Morì in circostanze misteriose nel carcere di prigionia statunitense nell'aeroporto di Baghdad dove era stato recluso (senza accuse). Era ricercato dal 1985 per il sequestro della nave italiana Achille Lauro e l’omicidio di Leon Klinghoffer, uno statunitense disabile di religione ebraica. Sposato a Reem Abul Abbas da cui ebbe un figlio.[1]

Biografia[modifica | modifica wikitesto]

Impegno politico[modifica | modifica wikitesto]

Nel 1968 Abū ʿAbbās divenne membro del gruppo PFLP-GC di Ahmed Jibril. Nel 1977, in occasione di gravi disaccordi sorti tra il FPLP-GC e l'OLP ed altre fazioni palestinesi con base in Libano, Abū ʿAbbās - che si opponeva al coinvolgimento della Siria nella guerra civile in corso in Libano, lasciò il FPLP-GC e fondò il FLP con Tal'at Ya'qub. Successivamente questo gruppo si divise in tre fazioni separate (che in seguito tornarono a fondersi). La fazione guidata da Abū ʿAbbās, che era la maggiore, spostò il suo quartier generale in Tunisia. Nonostante le divergenze con Yasser Arafat, Abū ʿAbbās e il suo gruppo continuarono nel corso degli anni a restare sotto l'ombrello dell'OLP. Per questo motivo l'attacco di un commando del FLP a una spiaggia israeliana il 30 maggio 1990 offrì al governo degli Stati Uniti il pretesto per interrompere i dialoghi diretti con l'OLP.

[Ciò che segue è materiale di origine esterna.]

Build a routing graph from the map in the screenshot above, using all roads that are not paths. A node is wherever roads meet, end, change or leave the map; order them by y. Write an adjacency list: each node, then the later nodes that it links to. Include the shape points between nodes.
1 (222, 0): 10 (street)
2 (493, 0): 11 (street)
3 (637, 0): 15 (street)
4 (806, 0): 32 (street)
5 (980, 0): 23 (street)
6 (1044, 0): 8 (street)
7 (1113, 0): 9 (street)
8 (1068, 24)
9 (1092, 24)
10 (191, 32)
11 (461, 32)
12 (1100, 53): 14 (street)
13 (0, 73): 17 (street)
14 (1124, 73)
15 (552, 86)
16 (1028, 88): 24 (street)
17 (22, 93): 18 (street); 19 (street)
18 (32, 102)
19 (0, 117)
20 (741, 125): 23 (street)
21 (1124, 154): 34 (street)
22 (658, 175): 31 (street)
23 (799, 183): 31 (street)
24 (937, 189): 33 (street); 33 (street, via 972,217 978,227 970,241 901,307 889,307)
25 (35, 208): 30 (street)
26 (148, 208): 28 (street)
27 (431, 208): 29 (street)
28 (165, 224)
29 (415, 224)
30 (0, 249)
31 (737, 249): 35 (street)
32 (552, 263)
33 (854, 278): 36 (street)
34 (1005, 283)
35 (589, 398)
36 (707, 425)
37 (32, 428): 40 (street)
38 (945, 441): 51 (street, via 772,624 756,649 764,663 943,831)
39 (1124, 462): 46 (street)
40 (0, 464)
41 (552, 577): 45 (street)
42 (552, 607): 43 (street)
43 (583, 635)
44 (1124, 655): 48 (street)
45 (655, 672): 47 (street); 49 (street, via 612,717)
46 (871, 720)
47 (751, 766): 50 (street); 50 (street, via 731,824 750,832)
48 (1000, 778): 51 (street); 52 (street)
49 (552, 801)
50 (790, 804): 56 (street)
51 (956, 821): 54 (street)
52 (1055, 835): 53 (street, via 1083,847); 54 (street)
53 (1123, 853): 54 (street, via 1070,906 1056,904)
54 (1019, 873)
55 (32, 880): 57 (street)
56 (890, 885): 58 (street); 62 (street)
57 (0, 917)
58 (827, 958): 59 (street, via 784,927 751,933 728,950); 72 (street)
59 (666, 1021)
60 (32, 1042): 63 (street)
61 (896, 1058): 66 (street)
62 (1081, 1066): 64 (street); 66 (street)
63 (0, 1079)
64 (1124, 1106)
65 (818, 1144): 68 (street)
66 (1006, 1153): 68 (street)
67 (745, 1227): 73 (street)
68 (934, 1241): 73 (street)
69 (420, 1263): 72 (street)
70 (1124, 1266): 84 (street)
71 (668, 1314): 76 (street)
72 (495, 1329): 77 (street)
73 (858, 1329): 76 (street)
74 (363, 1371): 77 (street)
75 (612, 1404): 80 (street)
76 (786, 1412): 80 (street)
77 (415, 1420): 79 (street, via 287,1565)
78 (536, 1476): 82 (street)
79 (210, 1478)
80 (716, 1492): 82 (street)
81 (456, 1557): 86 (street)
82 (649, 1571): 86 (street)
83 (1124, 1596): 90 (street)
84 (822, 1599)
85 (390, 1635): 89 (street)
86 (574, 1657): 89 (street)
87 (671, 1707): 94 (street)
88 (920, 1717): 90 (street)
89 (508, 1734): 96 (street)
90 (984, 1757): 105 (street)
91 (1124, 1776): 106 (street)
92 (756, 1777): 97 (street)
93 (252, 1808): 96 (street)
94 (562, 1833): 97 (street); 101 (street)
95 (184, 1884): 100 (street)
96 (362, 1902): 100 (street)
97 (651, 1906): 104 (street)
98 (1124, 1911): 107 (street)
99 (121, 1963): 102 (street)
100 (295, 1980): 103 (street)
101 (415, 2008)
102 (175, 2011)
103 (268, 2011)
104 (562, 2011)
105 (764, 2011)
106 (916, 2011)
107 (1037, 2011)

Coinvolgimento con il terrorismo[modifica | modifica wikitesto]

Fin dalla sua fondazione nel 1977 il FLP di Abū ʿAbbās fece parte dell'OLP e ricevette supporto sia da quest'ultimo sia dal movimento al-Fath di Arafat. Diversamente dalla politica adottata dal FPLP, il gruppo di Abū ʿAbbās appoggiò l'idea di negoziati tra Palestinesi e israeliani. In questo quadro, Abū ʿAbbās fu eletto membro del comitato esecutivo dell'OLP nel 1984 e rappresentò il Consiglio Nazionale Palestinese (il parlamento in esilio palestinese) nel 1989 durante i negoziati di pace allora in corso con Israele.

Per via del suo sostegno ai negoziati, negli anni novanta le autorità israeliane consentirono ad Abū ʿAbbās libertà di movimento nella Striscia di Gaza, sebbene fosse da esse ricercato con l'accusa di aver organizzato attacchi terroristici contro civili tra gli anni settanta e gli novanta. Durante uno di tali attacchi, occorso il 22 aprile 1979 a Nahariya (Israele), rimasero uccisi quattro cittadini israeliani e due dei quattro componenti del commando palestinese.

Il dirottamento dell'Achille Lauro[modifica | modifica wikitesto]

Lo stesso argomento in dettaglio: Crisi di Sigonella e Dirottamento dell'Achille Lauro.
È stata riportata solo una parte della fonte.